* _Exercise_
Read the lines below, and copy any that contain the string "order".

* _Input data_
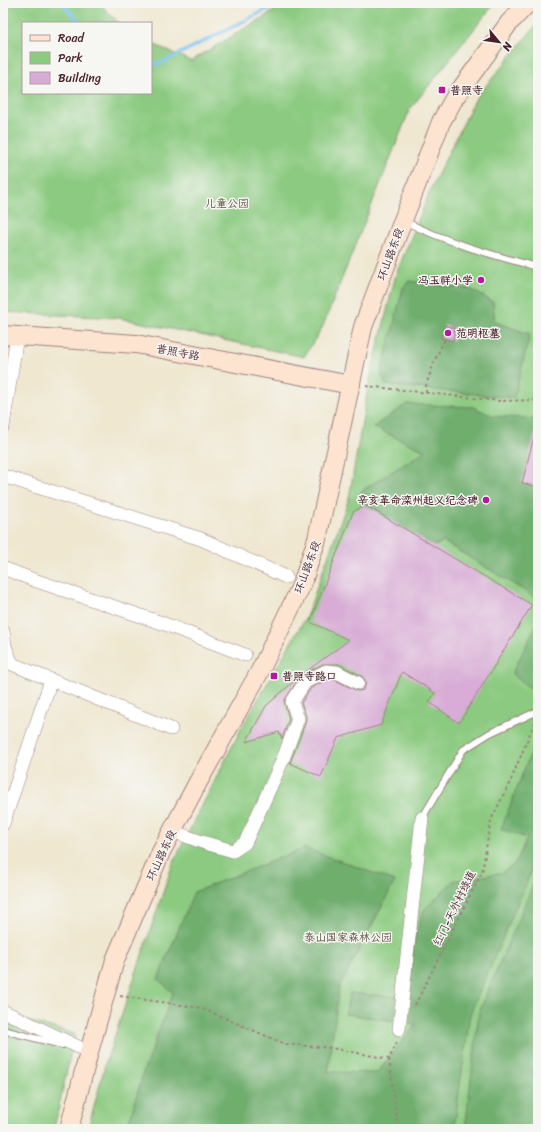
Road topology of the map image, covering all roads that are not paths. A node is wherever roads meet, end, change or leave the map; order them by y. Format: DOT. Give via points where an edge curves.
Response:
graph roads {
  1 [pos="528,3"];
  2 [pos="402,220"];
  3 [pos="538,266"];
  4 [pos="10,336"];
  5 [pos="351,385"];
  6 [pos="3,426"];
  7 [pos="3,476"];
  8 [pos="3,568"];
  9 [pos="286,577"];
  10 [pos="3,631"];
  11 [pos="245,655"];
  12 [pos="51,680"];
  13 [pos="358,683"];
  14 [pos="538,711"];
  15 [pos="171,729"];
  16 [pos="422,818"];
  17 [pos="3,824"];
  18 [pos="172,831"];
  19 [pos="3,1011"];
  20 [pos="3,1030"];
  21 [pos="399,1034"];
  22 [pos="88,1052"];
  23 [pos="69,1129"];
  1 -- 2 [label="main road, 环山路东段" via="509,23 455,97 441,122"];
  2 -- 3 [label="lane" via="426,232 491,254"];
  2 -- 5 [label="main road, 环山路东段" via="363,327"];
  4 -- 5 [label="main road, 普照寺路" via="136,344"];
  4 -- 6 [label="street"];
  5 -- 18 [label="main road, 环山路东段" via="328,496 302,584 260,671"];
  7 -- 9 [label="street" via="201,539"];
  8 -- 11 [label="street" via="162,623"];
  10 -- 12 [label="street" via="5,646 12,664"];
  12 -- 15 [label="street"];
  12 -- 17 [label="street"];
  13 -- 18 [label="street" via="337,672 326,671 304,682 292,702 298,719 286,752 244,843 233,851"];
  14 -- 16 [label="lane" via="490,733 463,750"];
  16 -- 21 [label="street"];
  18 -- 22 [label="main road, 环山路东段" via="115,960"];
  19 -- 22 [label="street"];
  20 -- 22 [label="lane"];
  22 -- 23 [label="main road, 环山路东段"];
}
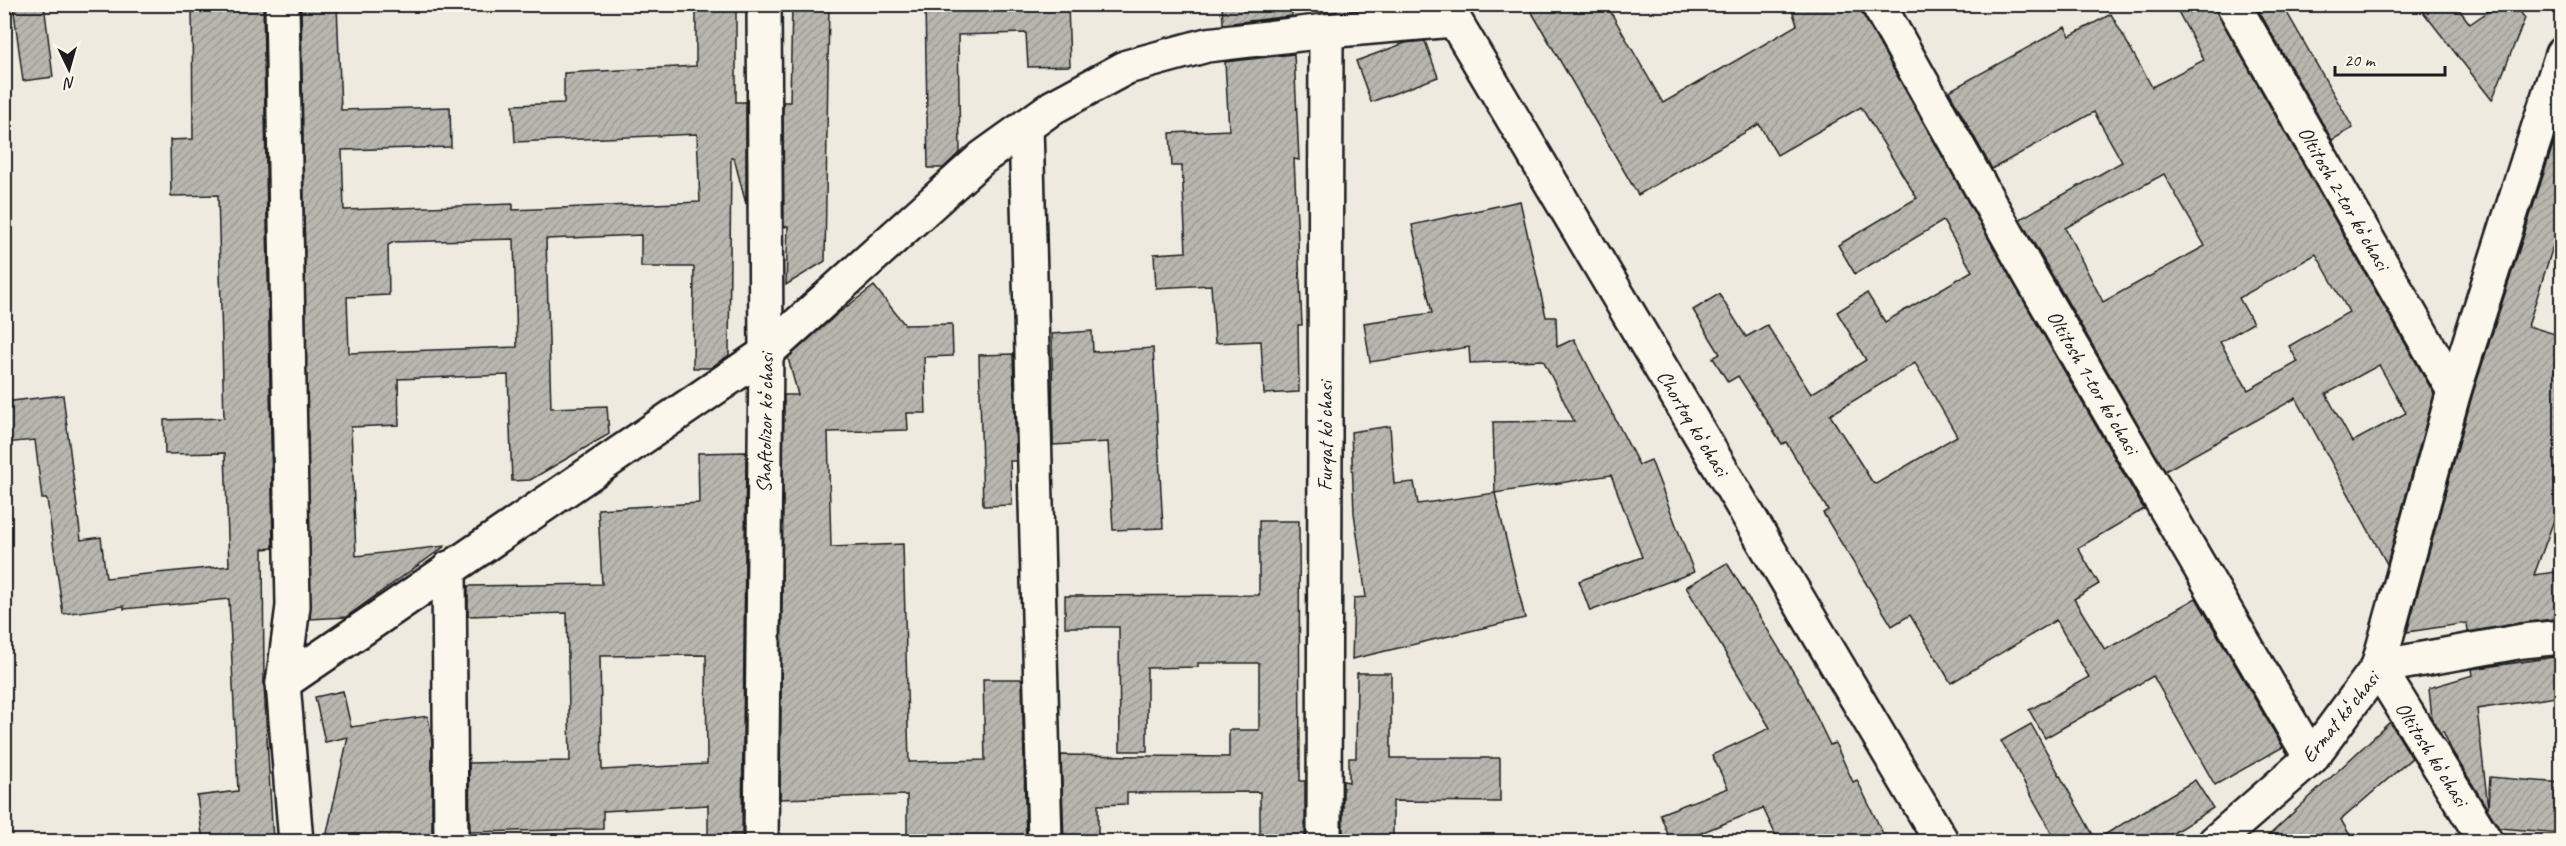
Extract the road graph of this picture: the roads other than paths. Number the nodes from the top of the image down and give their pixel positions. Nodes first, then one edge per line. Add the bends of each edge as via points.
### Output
1 (282, 4) edge
2 (764, 4) edge
3 (1878, 4) edge
4 (2234, 4) edge
5 (1449, 12) edge
6 (1326, 31) junction
7 (2562, 54) edge
8 (1026, 126) junction
9 (766, 353) junction
10 (2454, 391) junction
11 (449, 568) junction
12 (2562, 637) edge
13 (2378, 667) junction
14 (284, 683) junction
15 (2311, 758) junction
16 (296, 842) edge
17 (451, 842) edge
18 (761, 842) edge
19 (1045, 842) edge
20 (1324, 842) edge
21 (1942, 842) edge
22 (2215, 842) edge
23 (2486, 842) edge

1 - 14 street via 293,606
2 - 9 street, Shaftolizor koʻchasi
3 - 15 street, Oltitosh 1-tor koʻchasi via 2030,275
4 - 10 street, Oltitosh 2-tor koʻchasi
5 - 6 street
5 - 21 street, Chortoq koʻchasi
6 - 8 street via 1207,45 1127,67
6 - 20 street, Furqat koʻchasi
7 - 10 street
8 - 9 street via 982,158
8 - 19 street
9 - 11 street
9 - 18 street, Shaftolizor koʻchasi
10 - 13 street
11 - 14 street
11 - 17 street
12 - 13 street, Ermat koʻchasi
13 - 15 street, Ermat koʻchasi
13 - 23 street, Oltitosh koʻchasi
14 - 16 street
15 - 22 street, Ermat koʻchasi

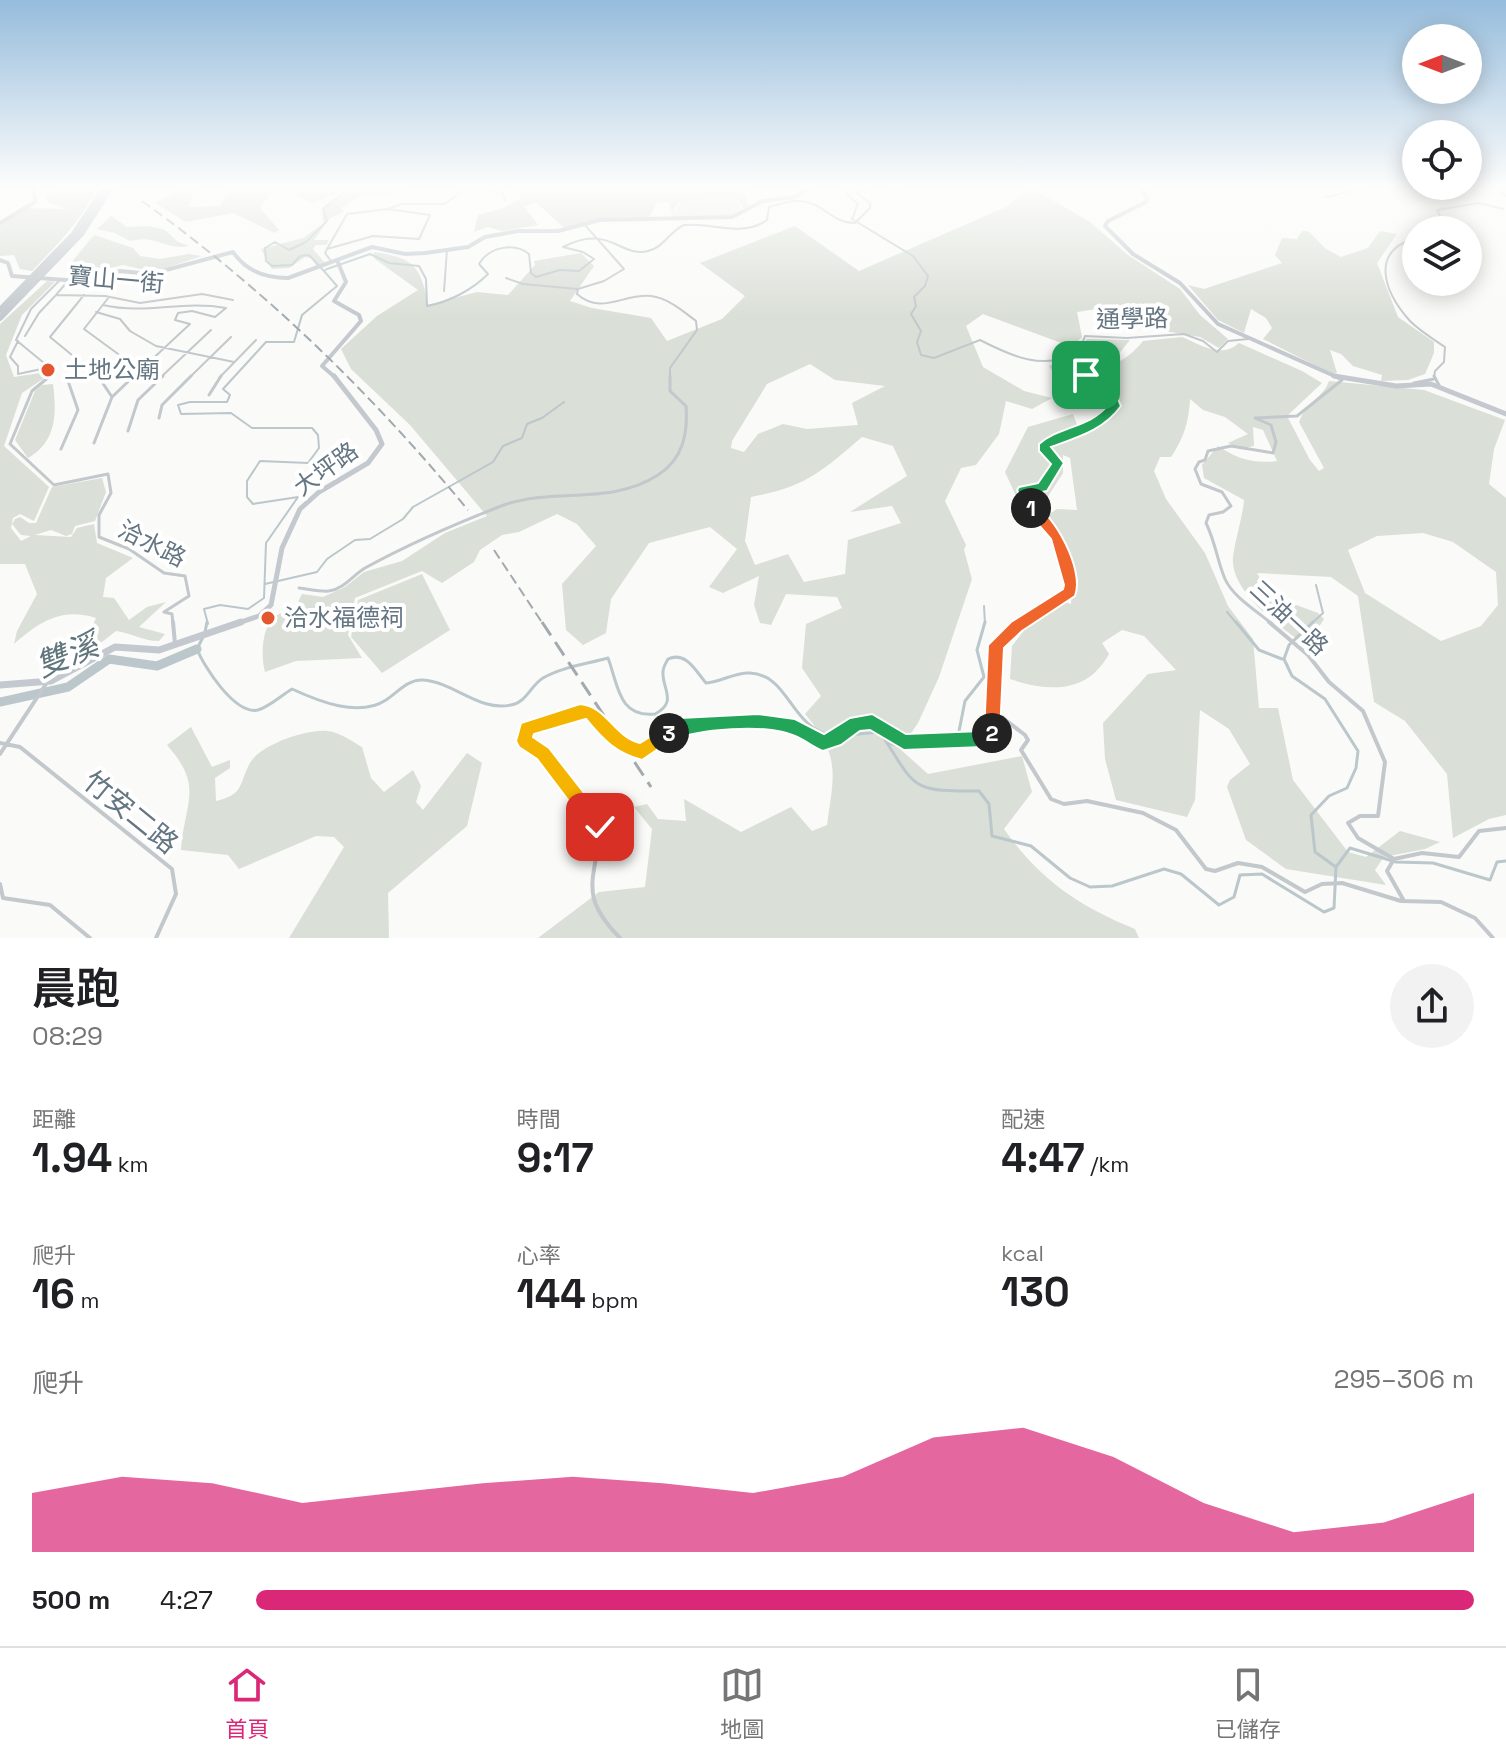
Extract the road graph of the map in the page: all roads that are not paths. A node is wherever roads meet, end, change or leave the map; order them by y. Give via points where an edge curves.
1 (77, 230) edge
2 (84, 230) edge
3 (339, 230) edge
4 (423, 230) edge
5 (560, 230) edge
6 (588, 230) edge
7 (869, 230) edge
8 (1109, 230) edge
9 (1402, 241) edge
10 (327, 249) junction
11 (447, 250) junction
12 (0, 260) edge
13 (337, 263) junction
14 (60, 278) junction
15 (506, 278) dead end
16 (69, 280) junction
17 (578, 289) junction
18 (444, 291) dead end
19 (56, 295) junction
20 (84, 295) junction
21 (110, 296) junction
22 (233, 300) dead end
23 (103, 305) junction
24 (0, 310) edge
25 (96, 312) junction
26 (0, 318) edge
27 (211, 330) dead end
28 (25, 336) dead end
29 (231, 337) dead end
30 (1248, 339) junction
31 (256, 340) dead end
32 (18, 341) junction
33 (166, 348) junction
34 (188, 353) junction
35 (212, 357) junction
36 (1064, 360) junction
37 (234, 362) junction
38 (51, 367) junction
39 (86, 367) junction
40 (145, 367) junction
41 (1434, 379) junction
42 (1342, 380) junction
43 (1403, 385) junction
44 (1440, 387) junction
45 (209, 395) dead end
46 (112, 397) junction
47 (1506, 414) edge
48 (159, 418) dead end
49 (128, 431) dead end
50 (94, 443) dead end
51 (61, 449) dead end
52 (299, 588) dead end
53 (175, 644) junction
54 (47, 681) junction
55 (0, 685) edge
56 (995, 712) junction
57 (0, 743) edge
58 (7, 744) junction
59 (0, 754) edge
60 (1506, 828) edge
61 (1394, 859) junction
62 (0, 884) edge
63 (2, 899) edge
64 (1404, 901) junction
65 (90, 938) edge
66 (156, 938) edge
67 (620, 938) edge
68 (1493, 938) edge

1 - 24 highway
2 - 26 highway
3 - 10 street
4 - 10 street via 419,239 373,236
5 - 11 street via 501,234
6 - 17 street via 624,269
7 - 36 street via 910,252 928,276 914,297 911,314 921,331 921,355 934,358 980,340 1029,362
8 - 30 street via 1133,254 1180,283 1213,320
9 - 41 street via 1383,264 1383,276 1410,321 1445,347
10 - 13 street via 325,255
11 - 13 street via 407,254 374,246
11 - 18 street
12 - 14 street via 8,263 12,276
13 - 16 street via 277,278 244,268 233,252 159,273 120,271
13 - 53 street, 大坪路 via 346,282 334,301 361,321 323,369 341,383 382,444 373,459 301,508 281,552 274,600 265,612
14 - 16 street
14 - 32 street via 31,309
15 - 17 street
16 - 19 street, 寶山一街
17 - 52 street via 583,301 601,306 638,296 661,299 696,321 697,330 669,372 670,391 686,406 682,454 667,469 623,492 515,501 457,522 422,544 361,570 340,587
19 - 20 street, 寶山一街
19 - 28 street
20 - 21 street, 寶山一街
20 - 39 street via 50,337
21 - 22 street, 寶山一街 via 140,303 202,294
21 - 23 street
23 - 25 street
23 - 33 street via 130,311 197,303 226,308 215,317 178,313 175,320 190,324
25 - 33 street via 120,319
25 - 40 street via 84,329 129,362
27 - 34 street
29 - 35 street
30 - 36 street, 通學路 via 1228,341 1217,352 1184,334 1085,336 1079,352
30 - 42 street
31 - 37 street
32 - 38 street
32 - 38 street via 10,357 18,374
33 - 34 street
33 - 40 street
34 - 35 street
34 - 49 street via 138,400
35 - 37 street
35 - 48 street via 162,405
36 - 56 street via 1106,386 1115,406 1087,428 1046,444 1058,463 1056,470 1042,487 1024,490 1032,509 1057,537 1071,585 1070,592 996,645
37 - 45 street
38 - 53 street, 洽水路 via 55,372 32,391 10,444 54,485 108,474 111,493 99,515 99,537 129,549 164,573 185,576 189,596 164,612 172,614
39 - 46 street
39 - 51 street via 67,378 78,410
40 - 46 street
41 - 43 street
41 - 44 street
42 - 43 street
42 - 61 street, 三油一路 via 1297,416 1255,418 1271,425 1273,453 1228,446 1208,451 1195,469 1201,484 1222,492 1231,506 1209,515 1206,523 1225,580 1363,711 1385,762 1381,801 1378,816 1360,816 1348,823 1358,838
43 - 44 street
44 - 47 street
46 - 50 street
53 - 54 street via 154,650 115,647
54 - 55 street
54 - 58 street
56 - 64 street via 1025,735 1028,740 1021,750 1051,799 1107,804 1155,818 1176,830 1206,869 1238,863 1262,867 1305,892 1339,884
56 - 67 street via 994,731 984,739 904,742 872,722 856,723 823,743 795,727 758,722 680,726 642,752 612,738 590,712 526,728 524,741 543,753 600,827 591,901
57 - 58 street
58 - 59 street
58 - 66 street, 竹安二路 via 20,747 172,869 176,894
60 - 61 street via 1480,831 1459,857 1422,853
61 - 64 street via 1388,868
62 - 63 street
63 - 65 street via 50,905
64 - 68 street via 1438,901 1474,916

* _Written answer_
Road topology of the map image, covering all roads that are not paths. A node is wherever roads meet, end, change or leave the map; order them by y. Format: DOT. Give via points where an edge curves.
Extract the road graph of the map in the page: all roads that are not paths. A node is wherever roads meet, end, change or leave the map; order them by y. Give via points where an edge curves.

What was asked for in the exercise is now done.